By Sam Laskaris
It’s remarkable how something like a simple phone call can lift one’s spirits and alter a life. For Heather Kashman, a 23-year-old Métis from Edmonton, that phone call came last month.
Kashman, a star hockey player, received a mid-October call telling her she was one of 14 recipients for the 2017 Indspire Awards. The awards honour outstanding Indigenous Canadians in a number of fields. Kashman is being honoured via the Sports category. She will be recognized along with the 13 other winners at a ceremony in Ottawa on March 24.
Kashman, who was born and raised in Edmonton, completed her hockey collegiate career earlier this year with the University of New Hampshire women’s squad. Though she had aspirations to play pro, Kashman has been forced to retire, primarily due to a serious back injury she suffered in the fall of 2015 but also because of a long-time nagging hip injury.
“I’m kind of too broken to play now,” she said. “So yes, I would say I’m retired. Maybe one day I’ll come out of retirement. But who knows.”
Earlier this fall Kashman admits she was in a funk and not just because she wasn’t able to play hockey any longer. Being a recent university graduate, she was getting tons of job interviews but was becoming increasingly disappointed at not landing employment.
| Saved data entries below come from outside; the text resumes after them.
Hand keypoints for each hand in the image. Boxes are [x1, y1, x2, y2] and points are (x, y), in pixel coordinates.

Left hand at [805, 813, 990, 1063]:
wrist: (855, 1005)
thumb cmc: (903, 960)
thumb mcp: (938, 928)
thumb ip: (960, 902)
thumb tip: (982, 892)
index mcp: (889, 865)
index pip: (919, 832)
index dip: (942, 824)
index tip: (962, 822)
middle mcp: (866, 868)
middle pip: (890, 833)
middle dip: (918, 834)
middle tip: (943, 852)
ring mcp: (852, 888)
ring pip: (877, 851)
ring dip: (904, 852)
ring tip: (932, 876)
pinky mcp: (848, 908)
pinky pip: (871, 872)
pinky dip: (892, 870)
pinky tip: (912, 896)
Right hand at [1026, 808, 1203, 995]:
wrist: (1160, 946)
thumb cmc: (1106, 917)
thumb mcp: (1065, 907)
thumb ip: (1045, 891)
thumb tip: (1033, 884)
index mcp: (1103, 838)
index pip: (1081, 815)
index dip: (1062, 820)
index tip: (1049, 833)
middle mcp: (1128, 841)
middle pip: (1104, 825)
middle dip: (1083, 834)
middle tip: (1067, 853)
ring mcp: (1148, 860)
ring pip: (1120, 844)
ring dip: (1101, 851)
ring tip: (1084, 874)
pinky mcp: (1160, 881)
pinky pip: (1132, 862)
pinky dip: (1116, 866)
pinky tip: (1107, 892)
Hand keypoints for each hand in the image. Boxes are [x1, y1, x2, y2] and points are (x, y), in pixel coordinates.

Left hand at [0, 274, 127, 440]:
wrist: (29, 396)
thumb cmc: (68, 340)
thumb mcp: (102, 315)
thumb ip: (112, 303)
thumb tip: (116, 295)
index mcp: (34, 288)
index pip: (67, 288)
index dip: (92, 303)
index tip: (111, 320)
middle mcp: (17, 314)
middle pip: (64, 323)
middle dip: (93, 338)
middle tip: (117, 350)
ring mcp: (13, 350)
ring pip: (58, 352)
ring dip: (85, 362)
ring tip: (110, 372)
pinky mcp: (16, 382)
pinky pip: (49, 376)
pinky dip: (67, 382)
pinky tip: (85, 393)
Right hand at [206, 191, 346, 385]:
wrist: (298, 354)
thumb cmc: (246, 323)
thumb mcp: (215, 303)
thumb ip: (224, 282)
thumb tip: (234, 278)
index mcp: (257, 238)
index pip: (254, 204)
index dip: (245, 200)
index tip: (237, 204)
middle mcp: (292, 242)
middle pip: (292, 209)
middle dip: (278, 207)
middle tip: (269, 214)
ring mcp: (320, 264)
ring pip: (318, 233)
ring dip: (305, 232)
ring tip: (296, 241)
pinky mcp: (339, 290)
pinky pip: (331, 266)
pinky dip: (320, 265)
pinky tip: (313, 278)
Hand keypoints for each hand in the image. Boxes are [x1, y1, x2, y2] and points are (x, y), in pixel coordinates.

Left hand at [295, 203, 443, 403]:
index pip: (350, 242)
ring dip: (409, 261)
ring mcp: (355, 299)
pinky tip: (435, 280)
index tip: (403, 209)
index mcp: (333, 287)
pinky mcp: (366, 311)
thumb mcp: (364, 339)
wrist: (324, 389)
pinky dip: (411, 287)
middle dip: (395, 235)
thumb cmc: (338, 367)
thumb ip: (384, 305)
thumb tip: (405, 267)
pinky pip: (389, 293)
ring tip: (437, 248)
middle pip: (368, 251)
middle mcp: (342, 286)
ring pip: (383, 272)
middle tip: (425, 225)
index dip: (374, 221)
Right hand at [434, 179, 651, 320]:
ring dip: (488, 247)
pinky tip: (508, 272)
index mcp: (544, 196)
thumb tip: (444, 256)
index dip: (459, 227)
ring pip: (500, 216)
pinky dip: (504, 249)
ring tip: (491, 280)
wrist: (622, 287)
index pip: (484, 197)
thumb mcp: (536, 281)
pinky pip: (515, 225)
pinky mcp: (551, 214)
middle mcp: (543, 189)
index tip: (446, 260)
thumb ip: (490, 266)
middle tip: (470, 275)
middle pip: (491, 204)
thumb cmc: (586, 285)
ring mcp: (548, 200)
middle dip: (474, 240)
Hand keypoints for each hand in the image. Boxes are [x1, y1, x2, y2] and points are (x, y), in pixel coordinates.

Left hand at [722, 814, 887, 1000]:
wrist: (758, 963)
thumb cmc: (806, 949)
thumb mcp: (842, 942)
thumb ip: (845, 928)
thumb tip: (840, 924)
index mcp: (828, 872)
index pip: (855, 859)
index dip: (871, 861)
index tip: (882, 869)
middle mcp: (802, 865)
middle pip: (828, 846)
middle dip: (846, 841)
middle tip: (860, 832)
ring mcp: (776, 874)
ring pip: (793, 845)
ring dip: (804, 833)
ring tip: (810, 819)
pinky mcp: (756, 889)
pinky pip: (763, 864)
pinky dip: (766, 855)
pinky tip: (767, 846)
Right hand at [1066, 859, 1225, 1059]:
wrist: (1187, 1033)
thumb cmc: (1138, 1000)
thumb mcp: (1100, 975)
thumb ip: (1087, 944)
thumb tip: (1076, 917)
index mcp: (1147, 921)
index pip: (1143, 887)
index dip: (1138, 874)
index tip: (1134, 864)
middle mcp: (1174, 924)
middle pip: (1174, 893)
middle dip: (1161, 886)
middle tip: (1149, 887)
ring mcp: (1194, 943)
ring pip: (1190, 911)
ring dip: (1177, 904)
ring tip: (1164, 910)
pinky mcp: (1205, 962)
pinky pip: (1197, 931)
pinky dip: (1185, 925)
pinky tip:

She only had a limited amount of time remaining to find a job or she would be forced to return to Canada. Needless to say, Kashman was getting increasingly despondent about her job prospects. Then came the call from Indspire Award officials.
“It completely turned my emotions around,” she said. “It gave me that boost to keep job hunting.”
Shortly thereafter she successfully landed a job. Earlier this month she began working for a non-profit organization that helps homeless families find permanent housing in Brockton, Massachusetts.
Kashman’s undergraduate degree from the University of New Hampshire was in Business. She then completed her Master’s degree in Community Development and Public Housing from the university, graduating on Sept. 1.
Kashman plans to be in the nation’s capital next March to accept her Indspire Award in person.
“This is amazing,” she said. “It’s the most prestigious award an Indigenous person can get. I’m so humbled just to have been nominated. To have won just blew me away.”
Jesse Scott, who had coached Kashman at various Alberta Native Hockey provincial championships while she was growing up, nominated her for the award.
Kashman started to do a bit of research on the award when she found out her former coach was keen to nominate her. She discovered the 2016 Indspire Award winner for Sports was Montreal Canadiens’ star goalie Carey Price.
“During the application process my mom was in touch with Jesse,” Kashman said. “I was telling my mom to tell Jesse not to bother with it because I’m nowhere near what Carey Price does.”
Scott not only went ahead with the application, but Kashman ended up being declared the winner for the Sports category.
“I just started crying when I found out,” she said.
Kashman is still having a tough time comprehending she will receive an award not only that was previously won by Price but by several other outstanding Native athletes.
“It’s amazing,” she said. “I recognized all of the names for the early winners of the award for sports. I had kind of a mini freak out. I thought somebody must have lied to have me included with all these names. I didn’t feel I deserved it.”
Kashman said she wasn’t sure if she fit into the group of this year’s recipients since some of them had lengthy successful careers in their fields.
This year’s recipients include Senator Murray Sinclair from the St. Peters Indian Reserve in Manitoba. Called to the Manitoba Bar in 1980, Sinclair went on to become the chair of Canada’s Indian Residential Schools Truth and Reconciliation Commission in 2009.
Sinclair will be honored with an Indspire Award through the Lifetime Achievement category.
The other categories recipients will be honoured in are Arts, Business and Commerce, Culture, Heritage and Spirituality, Education, Health, Law and Justice, Politics and Public Service.
There are also three Youth recipients who will be recognized.
Roberta Jamieson, the President and CEO of Indspire, said all of this year’s winners are deserving of their accolade.
“The 2017 Indspire Awards recipients personify the successes Indigenous people have achieved and the significant impact we have made in all areas of life in Canada,” she said in a news release.